Problem: Please filter the entries and return only the lines that include "Marcel".

(Stored records)
= = =

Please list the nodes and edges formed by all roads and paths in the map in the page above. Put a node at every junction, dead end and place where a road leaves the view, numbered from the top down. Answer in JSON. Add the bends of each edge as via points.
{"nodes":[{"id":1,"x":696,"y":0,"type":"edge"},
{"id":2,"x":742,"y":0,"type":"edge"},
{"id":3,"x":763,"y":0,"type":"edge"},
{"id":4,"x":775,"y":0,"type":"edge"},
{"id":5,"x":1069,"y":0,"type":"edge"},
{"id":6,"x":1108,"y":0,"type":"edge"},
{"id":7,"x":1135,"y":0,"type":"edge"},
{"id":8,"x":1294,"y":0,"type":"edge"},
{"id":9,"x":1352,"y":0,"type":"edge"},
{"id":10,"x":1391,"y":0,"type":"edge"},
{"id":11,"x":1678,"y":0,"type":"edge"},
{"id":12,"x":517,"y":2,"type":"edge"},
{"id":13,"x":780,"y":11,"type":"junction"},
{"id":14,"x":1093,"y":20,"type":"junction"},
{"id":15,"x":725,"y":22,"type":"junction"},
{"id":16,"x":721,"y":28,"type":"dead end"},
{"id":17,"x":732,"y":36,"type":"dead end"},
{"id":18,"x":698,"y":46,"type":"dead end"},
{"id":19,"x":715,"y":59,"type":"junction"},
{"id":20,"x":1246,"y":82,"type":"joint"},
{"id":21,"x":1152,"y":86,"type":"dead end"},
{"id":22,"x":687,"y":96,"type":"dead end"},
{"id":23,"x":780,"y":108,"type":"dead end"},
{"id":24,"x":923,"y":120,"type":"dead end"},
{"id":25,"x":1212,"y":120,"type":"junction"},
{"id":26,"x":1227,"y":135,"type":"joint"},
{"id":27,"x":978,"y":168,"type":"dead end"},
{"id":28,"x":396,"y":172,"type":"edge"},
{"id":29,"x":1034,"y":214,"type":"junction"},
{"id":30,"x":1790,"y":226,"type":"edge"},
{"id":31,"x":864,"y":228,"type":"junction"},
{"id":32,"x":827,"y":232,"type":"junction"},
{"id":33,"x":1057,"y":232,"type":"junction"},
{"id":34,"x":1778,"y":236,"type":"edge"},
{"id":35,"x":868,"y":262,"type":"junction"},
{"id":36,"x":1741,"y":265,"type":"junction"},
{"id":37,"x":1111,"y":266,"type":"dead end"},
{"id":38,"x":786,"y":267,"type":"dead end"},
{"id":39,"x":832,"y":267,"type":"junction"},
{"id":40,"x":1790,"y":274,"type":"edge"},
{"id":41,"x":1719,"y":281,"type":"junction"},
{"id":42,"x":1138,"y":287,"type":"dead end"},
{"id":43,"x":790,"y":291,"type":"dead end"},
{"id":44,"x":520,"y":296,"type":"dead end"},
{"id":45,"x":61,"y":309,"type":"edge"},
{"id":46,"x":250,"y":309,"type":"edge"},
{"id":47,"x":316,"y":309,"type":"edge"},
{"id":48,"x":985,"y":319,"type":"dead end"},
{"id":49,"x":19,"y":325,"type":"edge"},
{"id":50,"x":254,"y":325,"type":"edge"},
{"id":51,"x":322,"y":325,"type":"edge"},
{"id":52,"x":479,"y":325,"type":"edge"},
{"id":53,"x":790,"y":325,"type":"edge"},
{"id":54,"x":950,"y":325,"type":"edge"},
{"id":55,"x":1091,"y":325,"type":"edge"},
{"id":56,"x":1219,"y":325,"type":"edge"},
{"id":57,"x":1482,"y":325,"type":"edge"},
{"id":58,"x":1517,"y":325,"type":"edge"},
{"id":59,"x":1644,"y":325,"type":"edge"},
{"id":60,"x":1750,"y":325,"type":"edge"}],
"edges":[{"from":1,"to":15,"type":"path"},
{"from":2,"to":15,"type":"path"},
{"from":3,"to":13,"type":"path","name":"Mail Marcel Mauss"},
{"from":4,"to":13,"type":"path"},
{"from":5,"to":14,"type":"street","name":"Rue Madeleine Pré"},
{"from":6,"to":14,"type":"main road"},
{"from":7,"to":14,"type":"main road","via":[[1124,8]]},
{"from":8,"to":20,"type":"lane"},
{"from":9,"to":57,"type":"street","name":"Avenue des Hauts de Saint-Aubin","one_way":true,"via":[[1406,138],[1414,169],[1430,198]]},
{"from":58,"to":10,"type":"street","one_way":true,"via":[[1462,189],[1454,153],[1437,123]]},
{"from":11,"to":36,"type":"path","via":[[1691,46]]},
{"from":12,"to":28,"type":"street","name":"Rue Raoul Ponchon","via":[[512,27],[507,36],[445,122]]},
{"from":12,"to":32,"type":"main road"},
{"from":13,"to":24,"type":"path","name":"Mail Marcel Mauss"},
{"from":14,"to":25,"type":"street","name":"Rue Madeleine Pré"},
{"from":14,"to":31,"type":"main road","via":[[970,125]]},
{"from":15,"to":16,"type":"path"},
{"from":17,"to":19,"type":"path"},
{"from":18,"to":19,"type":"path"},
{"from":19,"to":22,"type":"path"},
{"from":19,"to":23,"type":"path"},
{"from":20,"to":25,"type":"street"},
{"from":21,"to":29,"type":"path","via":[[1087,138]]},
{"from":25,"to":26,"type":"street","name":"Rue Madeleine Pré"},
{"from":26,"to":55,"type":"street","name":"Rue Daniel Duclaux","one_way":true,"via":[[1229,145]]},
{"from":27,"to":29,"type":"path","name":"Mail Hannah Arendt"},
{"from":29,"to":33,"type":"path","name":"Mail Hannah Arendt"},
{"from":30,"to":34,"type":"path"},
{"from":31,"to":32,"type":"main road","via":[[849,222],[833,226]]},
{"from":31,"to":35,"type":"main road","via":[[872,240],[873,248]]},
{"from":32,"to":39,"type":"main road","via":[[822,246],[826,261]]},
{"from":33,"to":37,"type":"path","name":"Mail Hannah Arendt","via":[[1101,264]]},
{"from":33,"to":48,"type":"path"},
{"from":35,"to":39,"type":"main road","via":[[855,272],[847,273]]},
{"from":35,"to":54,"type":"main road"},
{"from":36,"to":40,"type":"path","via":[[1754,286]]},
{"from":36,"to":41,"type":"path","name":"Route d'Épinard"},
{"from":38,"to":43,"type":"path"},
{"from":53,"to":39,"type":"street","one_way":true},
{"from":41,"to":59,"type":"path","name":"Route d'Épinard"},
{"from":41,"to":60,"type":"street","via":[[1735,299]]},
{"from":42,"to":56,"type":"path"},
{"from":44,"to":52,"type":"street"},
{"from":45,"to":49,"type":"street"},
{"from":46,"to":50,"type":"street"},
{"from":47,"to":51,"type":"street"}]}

= = =

Completed task:
{"from":3,"to":13,"type":"path","name":"Mail Marcel Mauss"},
{"from":13,"to":24,"type":"path","name":"Mail Marcel Mauss"},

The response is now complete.